I studied architecture and art history in Maine for years, but ended up leaving America and the academic world behind me and becoming an art collector and gallerist in Italy. I exhibit paintings in my home, which is also the seat of a cultural association, Reading Retreats in Rural Italy. There are now over 250 artworks from 15 artists on the walls.

The association has been based in several historic properties since 1996, and recently moved to an antique pump house along the Mincio River, near Mantua. Each room in our new home is dedicated to a different artist, and Maria Gorton’s room is one of my favourites.

Maria’s work is more contemporary looking than other paintings I collect, and so I wanted to keep the room as essential as possible. There is an upright piano, a fireplace, and over 1000 art books in Maria’s room, so it does feel like a home rather than a gallery, but I try to keep the space as silent and simple as possible, so the paintings have the opportunity to speak to those who enter. And what do they say? Well, they are quite mysterious, so one thing is for sure – they don’t shout, they whisper. They are abstract empty rooms with a warm gold glow as the back wall.

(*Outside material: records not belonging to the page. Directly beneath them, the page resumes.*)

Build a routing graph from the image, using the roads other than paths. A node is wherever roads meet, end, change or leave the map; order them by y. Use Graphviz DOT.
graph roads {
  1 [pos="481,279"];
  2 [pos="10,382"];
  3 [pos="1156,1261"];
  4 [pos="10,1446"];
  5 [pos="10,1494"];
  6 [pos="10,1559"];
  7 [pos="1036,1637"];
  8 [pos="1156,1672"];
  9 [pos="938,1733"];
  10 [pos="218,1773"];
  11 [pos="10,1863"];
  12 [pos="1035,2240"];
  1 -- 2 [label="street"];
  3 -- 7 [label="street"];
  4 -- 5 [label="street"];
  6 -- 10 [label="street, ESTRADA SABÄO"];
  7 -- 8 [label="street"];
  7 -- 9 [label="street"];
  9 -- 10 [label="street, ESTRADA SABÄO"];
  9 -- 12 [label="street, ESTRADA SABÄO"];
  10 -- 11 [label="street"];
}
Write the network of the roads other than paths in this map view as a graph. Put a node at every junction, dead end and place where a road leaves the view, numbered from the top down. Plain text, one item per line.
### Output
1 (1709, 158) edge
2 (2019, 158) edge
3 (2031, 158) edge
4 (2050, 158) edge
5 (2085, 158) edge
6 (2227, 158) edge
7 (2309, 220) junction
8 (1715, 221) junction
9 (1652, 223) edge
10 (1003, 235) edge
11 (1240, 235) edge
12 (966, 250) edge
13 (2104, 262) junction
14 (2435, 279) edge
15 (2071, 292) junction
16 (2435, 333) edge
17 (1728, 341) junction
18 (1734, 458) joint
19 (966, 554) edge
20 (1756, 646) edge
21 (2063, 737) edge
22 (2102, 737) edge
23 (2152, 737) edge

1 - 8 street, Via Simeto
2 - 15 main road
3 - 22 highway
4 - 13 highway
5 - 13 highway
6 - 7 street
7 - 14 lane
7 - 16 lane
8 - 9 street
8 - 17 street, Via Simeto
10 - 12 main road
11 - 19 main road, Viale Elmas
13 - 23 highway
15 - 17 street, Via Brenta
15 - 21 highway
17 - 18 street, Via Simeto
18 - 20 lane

They are dark mountain and water landscapes. I always think deep lake, rather than sea, but this is my personal take on them. In her landscapes, again, there is a glow, but this time it is a cool light, the moon reflecting on water. They are visual representations of infinity, of nothingness. Not easy to write about!

I’m very old fashioned, and while I sometimes enjoy a pavillion in the Venice biennale or a good contemporary show in galleries in New York or London, I prefer art that is increasingly less popular these days: good painting from people who know how to apply oil paint to the canvas. Maria is such a painter. She is meticulous.

I like when paintings not only ask questions, but give an answer or at least a clue. These paintings are emotive, but the emotion is somehow inexplicable, and there is an idea: to represent the void, but that, too, is not easy to describe. The most important thing about them is their feeling of depth.

They allow you to look inside them for as long as you want. Even though I live with them every day, I find it impossible to walk by them without being drawn in.